James Penfold wouldn’t claim that co-living projects such as The Collective can provide a “silver bullet” for the housing crisis, but rather, says they should simply “form part of the mix”. He adds: “We don’t expect everyone to move into co-living projects. But if some people do choose to live in places like this, then that reduces the pressure on existing housing stock. People need different types of housing for different times in their lives.”

YorSpace, a community-led housing project, is building a co-housing community in Acomb on the outskirts of York that is focused more on the social aspect of co-living than the convenience of multiple on-site facilities. “A 0.75-acre parcel of land on the former Lowfields School site,” explains one of the project’s directors, James Newton, “is being bought from the council. There will be 19 homes, which are a mix of one and two-bedroom flats and two, three and four-bedroom houses. These are sold at below market rate. Everyone will have their own private dwelling and there will be communal facilities that include a large shared kitchen and dining space, laundrette, kids’ play rooms, guest rooms and workspaces.”

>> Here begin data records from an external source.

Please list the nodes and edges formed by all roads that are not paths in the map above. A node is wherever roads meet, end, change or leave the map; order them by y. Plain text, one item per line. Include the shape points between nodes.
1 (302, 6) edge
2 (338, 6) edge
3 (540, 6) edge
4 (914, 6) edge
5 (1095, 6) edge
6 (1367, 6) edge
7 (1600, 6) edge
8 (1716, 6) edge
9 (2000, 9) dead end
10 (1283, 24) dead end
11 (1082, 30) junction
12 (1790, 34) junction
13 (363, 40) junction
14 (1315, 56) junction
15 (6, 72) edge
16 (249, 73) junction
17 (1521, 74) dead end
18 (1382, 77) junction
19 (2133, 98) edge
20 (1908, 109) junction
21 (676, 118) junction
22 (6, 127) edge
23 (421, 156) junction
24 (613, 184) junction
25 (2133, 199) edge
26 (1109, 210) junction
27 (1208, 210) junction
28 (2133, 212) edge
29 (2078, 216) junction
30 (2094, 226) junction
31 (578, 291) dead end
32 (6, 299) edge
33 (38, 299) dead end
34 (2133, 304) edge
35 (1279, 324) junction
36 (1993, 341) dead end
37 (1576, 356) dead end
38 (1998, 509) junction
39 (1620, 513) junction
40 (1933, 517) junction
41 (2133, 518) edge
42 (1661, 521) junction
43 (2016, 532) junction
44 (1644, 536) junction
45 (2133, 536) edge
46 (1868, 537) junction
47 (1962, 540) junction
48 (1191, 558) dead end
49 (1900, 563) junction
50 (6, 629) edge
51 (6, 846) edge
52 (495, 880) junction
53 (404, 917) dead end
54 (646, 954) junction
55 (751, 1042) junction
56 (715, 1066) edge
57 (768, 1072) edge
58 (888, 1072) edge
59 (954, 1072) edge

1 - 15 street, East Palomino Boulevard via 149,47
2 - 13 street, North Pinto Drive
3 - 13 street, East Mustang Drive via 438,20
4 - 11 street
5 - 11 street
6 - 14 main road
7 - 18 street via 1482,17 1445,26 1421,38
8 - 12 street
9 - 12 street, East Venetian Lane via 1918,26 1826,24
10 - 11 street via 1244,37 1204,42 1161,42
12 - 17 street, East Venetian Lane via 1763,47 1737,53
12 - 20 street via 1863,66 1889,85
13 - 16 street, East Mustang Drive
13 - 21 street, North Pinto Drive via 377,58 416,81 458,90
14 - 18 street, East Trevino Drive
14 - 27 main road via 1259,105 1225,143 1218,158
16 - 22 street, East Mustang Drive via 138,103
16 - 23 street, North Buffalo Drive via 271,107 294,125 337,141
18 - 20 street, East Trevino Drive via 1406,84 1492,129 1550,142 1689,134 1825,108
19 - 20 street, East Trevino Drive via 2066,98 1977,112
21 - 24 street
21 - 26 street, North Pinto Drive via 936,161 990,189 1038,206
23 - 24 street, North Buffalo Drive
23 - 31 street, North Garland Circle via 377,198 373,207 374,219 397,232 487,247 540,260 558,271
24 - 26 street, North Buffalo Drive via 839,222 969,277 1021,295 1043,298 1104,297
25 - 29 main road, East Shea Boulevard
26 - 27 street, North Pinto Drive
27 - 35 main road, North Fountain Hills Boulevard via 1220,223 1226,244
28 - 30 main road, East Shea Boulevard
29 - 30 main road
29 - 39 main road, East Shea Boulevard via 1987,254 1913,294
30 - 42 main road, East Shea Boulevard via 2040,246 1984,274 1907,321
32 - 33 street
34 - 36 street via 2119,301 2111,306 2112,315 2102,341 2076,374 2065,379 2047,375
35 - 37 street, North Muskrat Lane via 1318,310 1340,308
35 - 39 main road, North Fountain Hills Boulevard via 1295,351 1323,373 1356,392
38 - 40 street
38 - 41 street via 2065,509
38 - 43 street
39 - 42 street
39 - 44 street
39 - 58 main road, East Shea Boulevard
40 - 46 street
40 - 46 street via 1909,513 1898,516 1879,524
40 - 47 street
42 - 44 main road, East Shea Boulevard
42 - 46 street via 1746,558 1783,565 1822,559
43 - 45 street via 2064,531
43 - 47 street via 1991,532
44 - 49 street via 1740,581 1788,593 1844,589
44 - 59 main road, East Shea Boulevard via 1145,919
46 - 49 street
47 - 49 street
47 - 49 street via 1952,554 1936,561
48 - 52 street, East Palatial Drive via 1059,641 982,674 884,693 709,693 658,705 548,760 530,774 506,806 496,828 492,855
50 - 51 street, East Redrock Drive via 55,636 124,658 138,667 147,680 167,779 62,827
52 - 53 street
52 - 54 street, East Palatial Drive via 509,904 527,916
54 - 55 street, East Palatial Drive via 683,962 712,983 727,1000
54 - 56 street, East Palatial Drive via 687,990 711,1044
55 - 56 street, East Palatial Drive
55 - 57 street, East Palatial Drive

Perhaps unsurprisingly for a project based in the North of England, YorSpace, which will welcome its first group of residents later this year, is more modestly priced than similar projects in London. “Our houses are typically 60 per cent of the local market value and our monthly repayments are around 70 per cent when compared to the rates of local mortgage repayments,” Newton says.

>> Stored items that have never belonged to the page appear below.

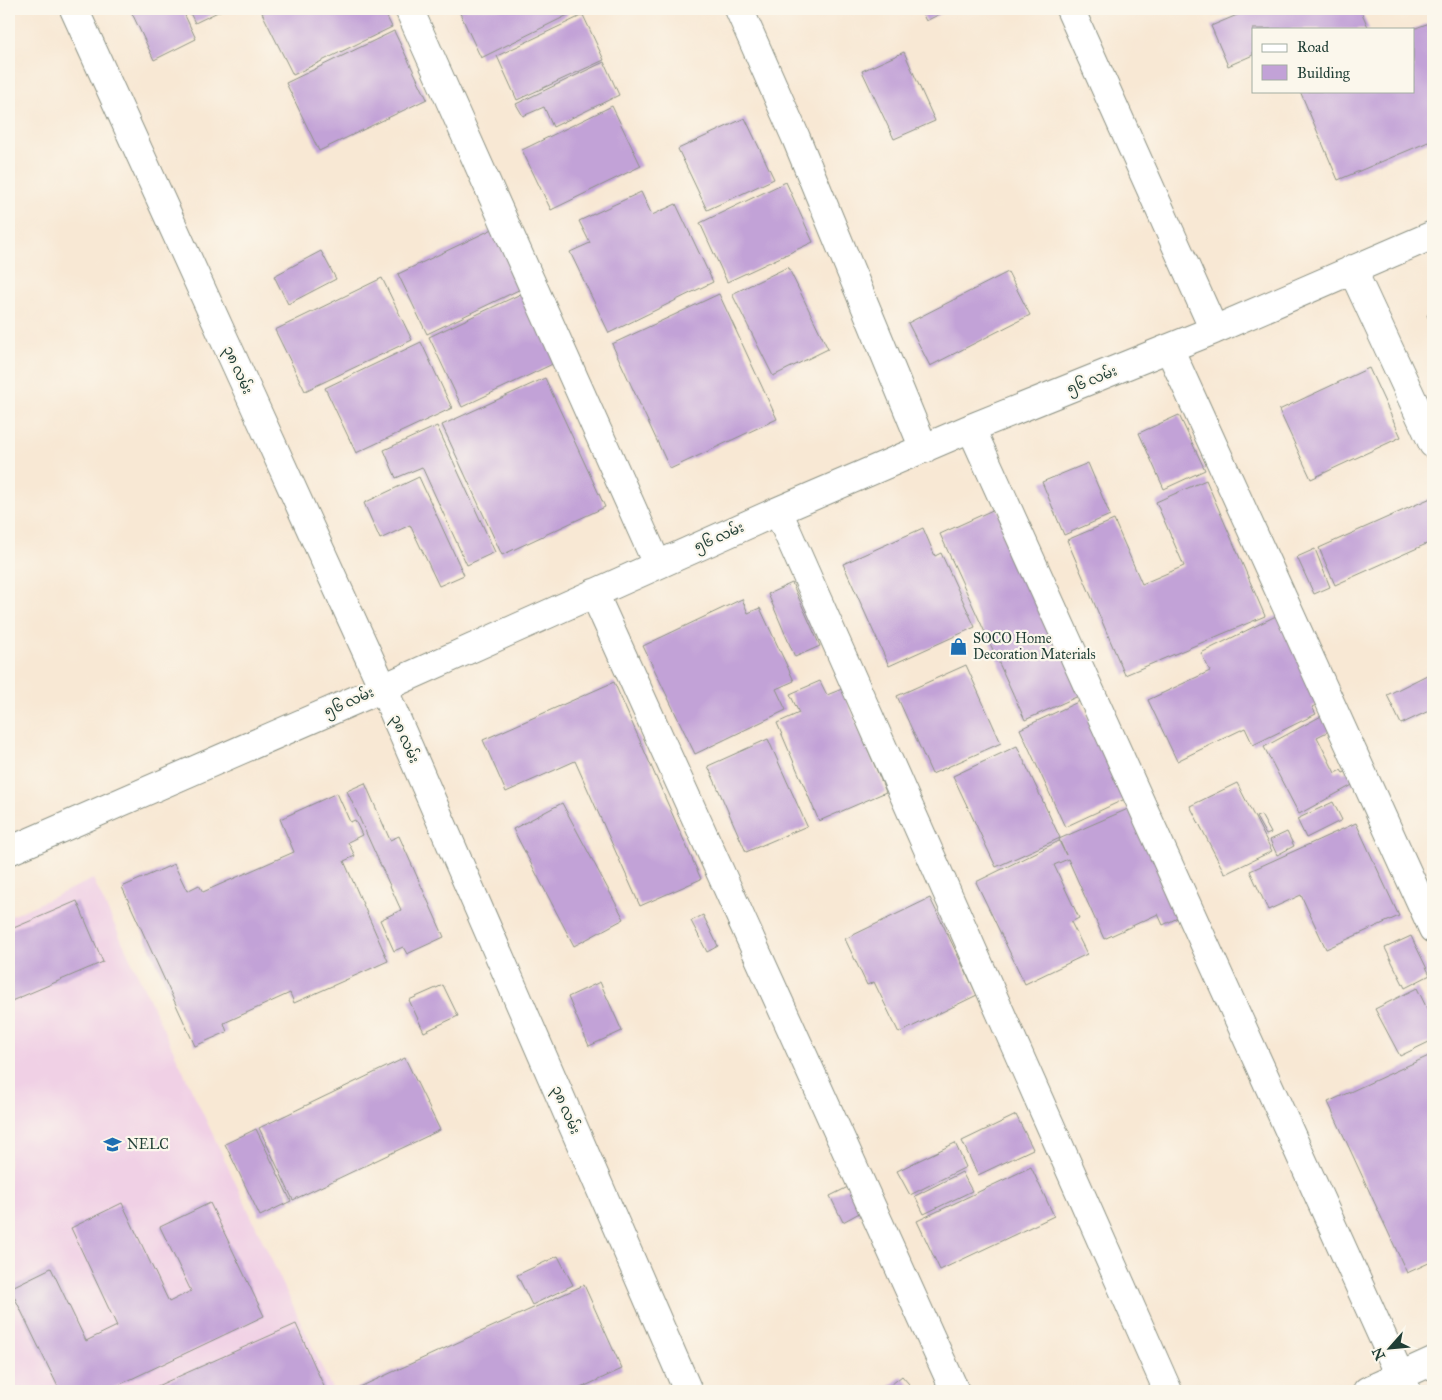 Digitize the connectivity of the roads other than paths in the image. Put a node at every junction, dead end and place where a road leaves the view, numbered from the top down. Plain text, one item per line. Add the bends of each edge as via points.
1 (74, 9) edge
2 (409, 9) edge
3 (738, 9) edge
4 (1070, 9) edge
5 (1433, 235) edge
6 (1352, 269) junction
7 (1214, 330) junction
8 (1169, 348) junction
9 (970, 428) junction
10 (1433, 444) edge
11 (924, 450) junction
12 (778, 511) junction
13 (657, 564) junction
14 (594, 593) junction
15 (383, 688) junction
16 (9, 851) edge
17 (1433, 929) edge
18 (1433, 1361) edge
19 (1404, 1384) edge
20 (688, 1391) edge
21 (955, 1391) edge
22 (1168, 1391) edge
23 (1367, 1391) edge

1 - 15 street, ၃၈ လမ်း
2 - 13 street
3 - 11 street via 796,138
4 - 7 street
5 - 6 street, ၅၆ လမ်း
6 - 7 street, ၅၆ လမ်း
6 - 10 street
7 - 8 street, ၅၆ လမ်း
8 - 9 street, ၅၆ လမ်း
8 - 17 street
9 - 11 street, ၅၆ လမ်း
9 - 19 street
11 - 12 street, ၅၆ လမ်း
12 - 13 street, ၅၆ လမ်း
12 - 22 street
13 - 14 street, ၅၆ လမ်း
14 - 15 street, ၅၆ လမ်း
14 - 21 street
15 - 16 street, ၅၆ လမ်း
15 - 20 street, ၃၈ လမ်း
18 - 19 street
19 - 23 street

Unlike The Collective, which is a rent-based project, YorSpace is a Community Land Trust that is using a co-operative “Mutual Home Ownership” model. “We are offering residents an opportunity to buy shares in the project. If you are in one of the homes, you have a stake, relative to that home’s size, in the co-op. It gives people a chance to grow equity over time.”

Who gets to live in a YorSpace development? “Anybody is able to join YorSpace as a member and we’ve had nearly 200 members join since our incorporation as a community benefit society in 2017. Any member can apply to be a resident in our developments [of which the Acomb site is the first] and their application will be assessed against the YorSpace allocations policy which prioritises people most in housing need and those with a strong connection to the city of York.”

But while co-living offers community, it also takes away responsibility. For Emily*, a lawyer in her 20s who previously lived in a warehouse conversion flat-share with eight other people in North London, co-living was not conducive to personal growth. “I think it can be fine for a while when you’re younger,” she says. “But, actually, managing your own bills is part of growing up. I don’t think it’s good for millennials to just have everything done for them. And as you get older, you want your own personal space, not just another version of student halls when you aren’t a student. I also don’t think getting someone to look after your cleaning is a good habit to get into.”

Nevertheless, co-living does raise some valid points to be considered in the UK’s housing conversation – especially in terms of urban planning and what happens to disused buildings. “As we struggle to deliver the 200,000 homes a year the UK needs, we should consider that the answer may not lie in traditional housing alone,” notes Sadie Morgan, the award-winning designer and founder of the architecture firm dRMM, who grew up in a commune in Sevenoaks. “As demographics change and we have to deal with an ageing population. We have to be smarter about the way we live. What we in the built environment must not forget is that houses are homes, homes make a community and communities make a place.”

Of course, whether the responsibility of modernising the UK’s housing mix should fall to the state or the private sector is a matter for debate. The fact remains, however, co-living in its current form, offers community only to those that can afford it.